**MATERIAL SUPPLIED**
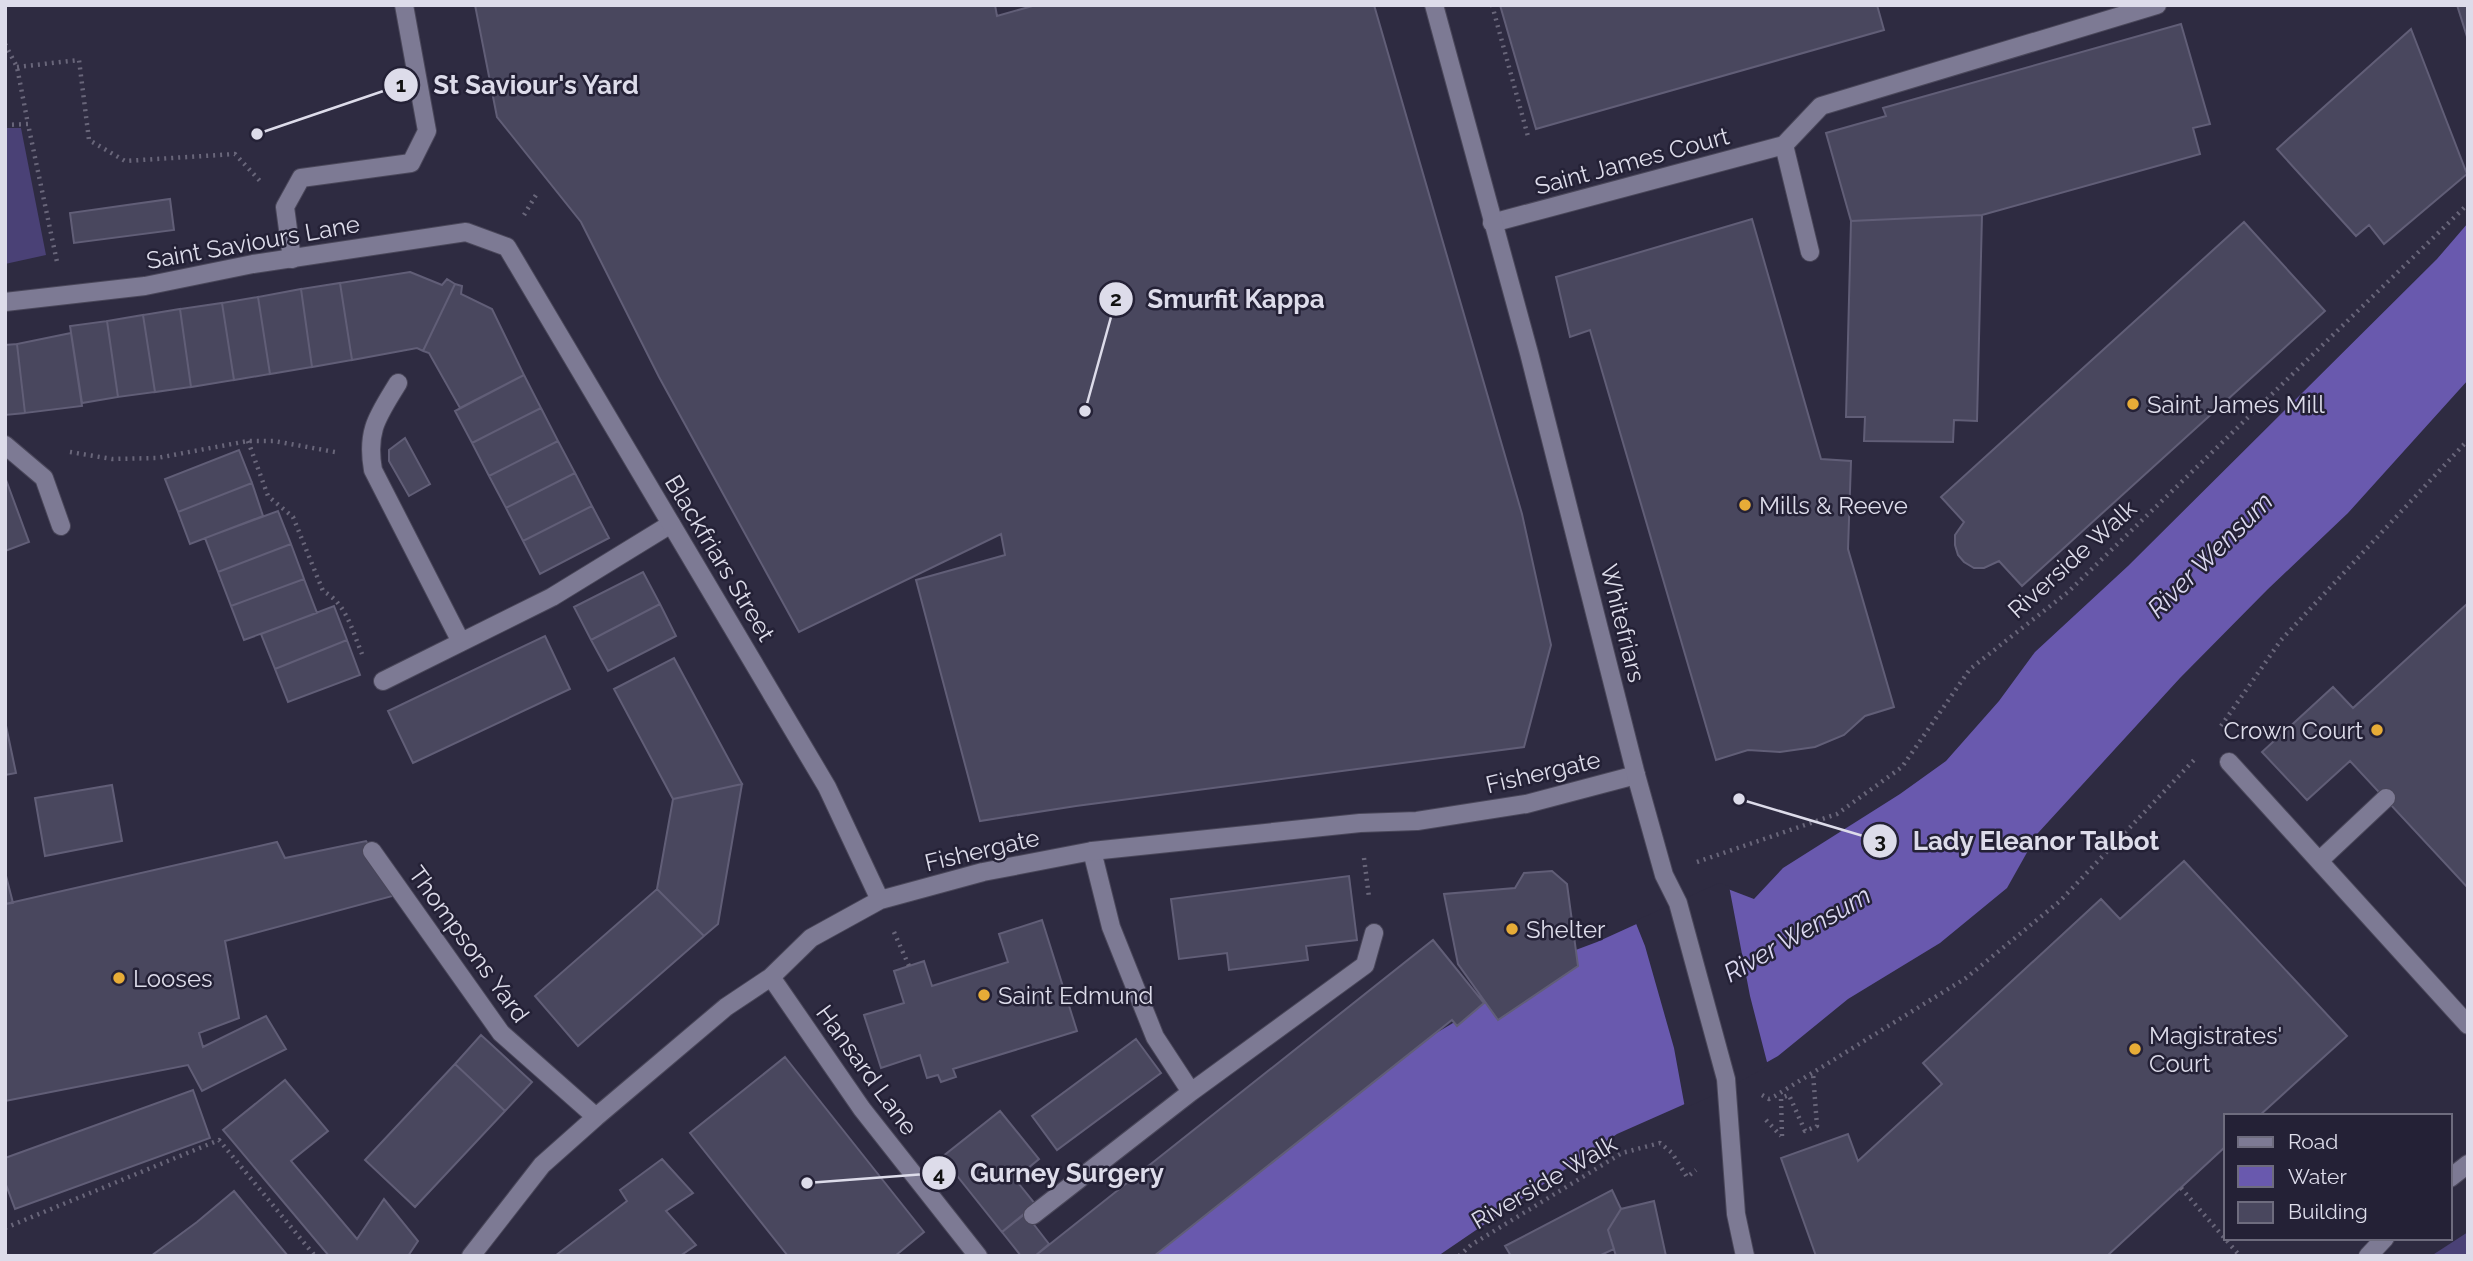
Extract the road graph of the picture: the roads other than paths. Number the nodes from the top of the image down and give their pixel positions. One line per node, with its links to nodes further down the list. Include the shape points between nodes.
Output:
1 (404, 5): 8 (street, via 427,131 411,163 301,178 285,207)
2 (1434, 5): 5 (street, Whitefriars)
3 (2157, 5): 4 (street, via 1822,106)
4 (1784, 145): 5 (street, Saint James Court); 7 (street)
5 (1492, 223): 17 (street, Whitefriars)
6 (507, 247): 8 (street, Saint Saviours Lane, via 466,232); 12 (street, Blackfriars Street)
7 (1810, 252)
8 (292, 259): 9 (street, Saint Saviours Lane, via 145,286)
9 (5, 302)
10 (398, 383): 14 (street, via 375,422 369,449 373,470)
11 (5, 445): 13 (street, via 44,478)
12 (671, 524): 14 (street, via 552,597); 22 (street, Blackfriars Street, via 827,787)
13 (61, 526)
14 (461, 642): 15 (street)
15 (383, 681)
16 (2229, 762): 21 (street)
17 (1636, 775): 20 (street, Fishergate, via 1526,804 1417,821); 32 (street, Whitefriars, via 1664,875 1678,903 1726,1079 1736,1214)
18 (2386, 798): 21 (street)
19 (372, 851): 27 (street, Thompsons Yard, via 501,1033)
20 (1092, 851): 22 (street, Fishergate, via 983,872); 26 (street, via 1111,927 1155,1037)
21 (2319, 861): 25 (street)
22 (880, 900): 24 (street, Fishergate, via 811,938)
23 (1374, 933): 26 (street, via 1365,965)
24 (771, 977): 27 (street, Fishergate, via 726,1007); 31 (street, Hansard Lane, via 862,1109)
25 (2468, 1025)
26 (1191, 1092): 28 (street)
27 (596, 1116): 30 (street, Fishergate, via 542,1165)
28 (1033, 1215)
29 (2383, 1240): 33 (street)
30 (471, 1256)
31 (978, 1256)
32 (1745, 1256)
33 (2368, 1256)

--

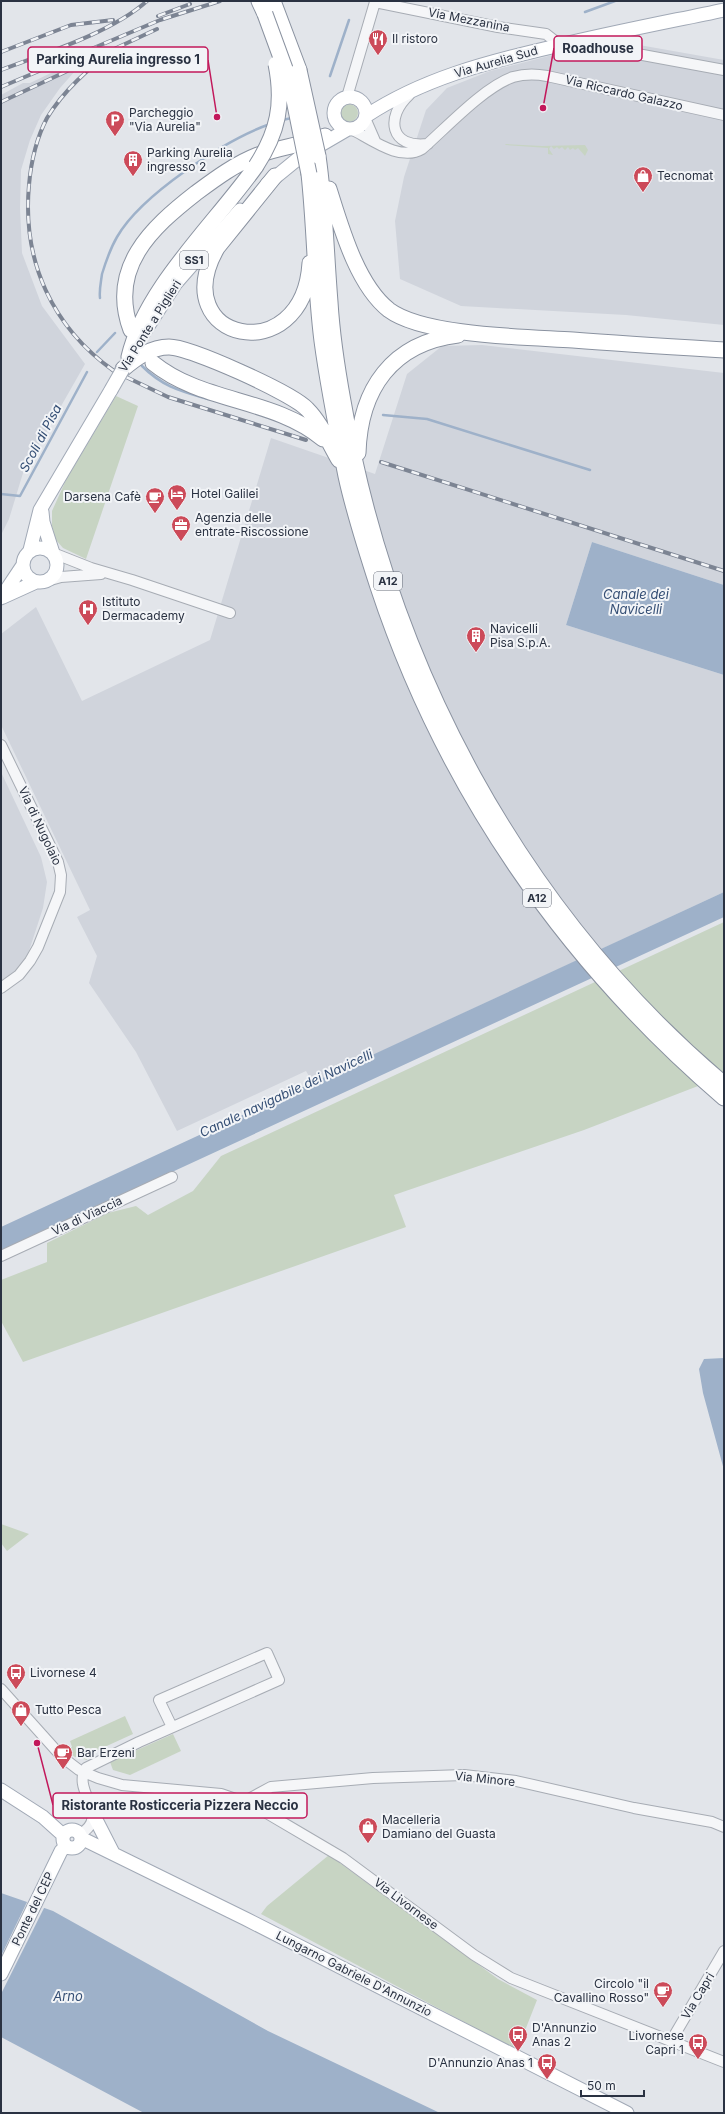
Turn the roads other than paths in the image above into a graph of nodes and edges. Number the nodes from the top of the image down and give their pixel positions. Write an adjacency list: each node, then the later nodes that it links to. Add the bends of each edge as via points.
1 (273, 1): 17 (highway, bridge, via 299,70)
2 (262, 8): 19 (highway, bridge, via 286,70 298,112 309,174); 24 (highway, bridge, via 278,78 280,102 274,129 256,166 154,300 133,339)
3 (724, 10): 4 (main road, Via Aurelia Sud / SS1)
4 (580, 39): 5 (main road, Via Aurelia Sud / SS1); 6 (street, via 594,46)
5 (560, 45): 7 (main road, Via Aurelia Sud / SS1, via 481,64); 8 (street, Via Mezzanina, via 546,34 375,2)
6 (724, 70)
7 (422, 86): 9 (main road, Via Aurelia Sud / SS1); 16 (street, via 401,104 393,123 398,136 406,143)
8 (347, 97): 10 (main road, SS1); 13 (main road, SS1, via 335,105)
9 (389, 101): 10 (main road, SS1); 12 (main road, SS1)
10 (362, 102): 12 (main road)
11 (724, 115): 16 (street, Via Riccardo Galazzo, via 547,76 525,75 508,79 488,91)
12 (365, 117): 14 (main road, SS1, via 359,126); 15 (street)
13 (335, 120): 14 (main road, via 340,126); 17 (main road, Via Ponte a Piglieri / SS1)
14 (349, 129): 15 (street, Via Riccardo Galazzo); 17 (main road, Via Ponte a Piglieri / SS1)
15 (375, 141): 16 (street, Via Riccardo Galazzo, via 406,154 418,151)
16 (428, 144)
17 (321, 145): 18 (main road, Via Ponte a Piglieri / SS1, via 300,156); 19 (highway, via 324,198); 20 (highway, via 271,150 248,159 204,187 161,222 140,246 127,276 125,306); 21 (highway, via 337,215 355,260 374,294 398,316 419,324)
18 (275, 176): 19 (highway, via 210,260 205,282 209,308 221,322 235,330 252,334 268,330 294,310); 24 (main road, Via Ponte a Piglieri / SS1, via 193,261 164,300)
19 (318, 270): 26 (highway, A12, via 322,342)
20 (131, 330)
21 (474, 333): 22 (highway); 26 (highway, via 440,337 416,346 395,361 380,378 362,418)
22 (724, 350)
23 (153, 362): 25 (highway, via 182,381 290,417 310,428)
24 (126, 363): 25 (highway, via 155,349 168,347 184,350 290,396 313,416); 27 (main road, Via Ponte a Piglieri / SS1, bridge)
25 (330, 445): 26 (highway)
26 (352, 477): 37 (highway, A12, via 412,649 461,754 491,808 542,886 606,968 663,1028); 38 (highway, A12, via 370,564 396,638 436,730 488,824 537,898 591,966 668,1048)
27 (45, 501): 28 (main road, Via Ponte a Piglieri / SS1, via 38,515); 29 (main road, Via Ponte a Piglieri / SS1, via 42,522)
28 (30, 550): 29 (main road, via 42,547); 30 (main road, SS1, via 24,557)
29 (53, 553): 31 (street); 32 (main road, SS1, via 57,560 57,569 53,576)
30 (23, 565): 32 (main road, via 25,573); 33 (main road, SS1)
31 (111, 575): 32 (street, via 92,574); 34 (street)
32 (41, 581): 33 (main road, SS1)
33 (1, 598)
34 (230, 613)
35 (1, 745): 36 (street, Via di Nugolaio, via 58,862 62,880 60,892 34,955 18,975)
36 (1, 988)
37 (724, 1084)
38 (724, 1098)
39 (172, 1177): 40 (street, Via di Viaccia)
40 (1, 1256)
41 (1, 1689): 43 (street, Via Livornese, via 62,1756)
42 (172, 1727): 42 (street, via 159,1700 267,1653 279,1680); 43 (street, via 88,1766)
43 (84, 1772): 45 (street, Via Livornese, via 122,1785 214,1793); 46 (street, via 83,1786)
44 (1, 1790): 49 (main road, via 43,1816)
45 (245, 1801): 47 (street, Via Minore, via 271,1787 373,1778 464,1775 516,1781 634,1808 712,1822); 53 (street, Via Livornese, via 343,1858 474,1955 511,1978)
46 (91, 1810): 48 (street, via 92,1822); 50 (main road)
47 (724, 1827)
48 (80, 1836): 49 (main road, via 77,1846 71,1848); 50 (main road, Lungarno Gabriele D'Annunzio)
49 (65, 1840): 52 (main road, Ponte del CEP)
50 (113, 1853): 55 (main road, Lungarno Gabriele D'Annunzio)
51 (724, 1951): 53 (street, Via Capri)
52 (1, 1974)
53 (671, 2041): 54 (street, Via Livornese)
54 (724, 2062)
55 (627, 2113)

**WORK INSTRUCTION**
Establish how many lines of the material above hold the word "Saviours". Nothing but the count should be returned.

**RESULT FOR THIS EXERCISE**
2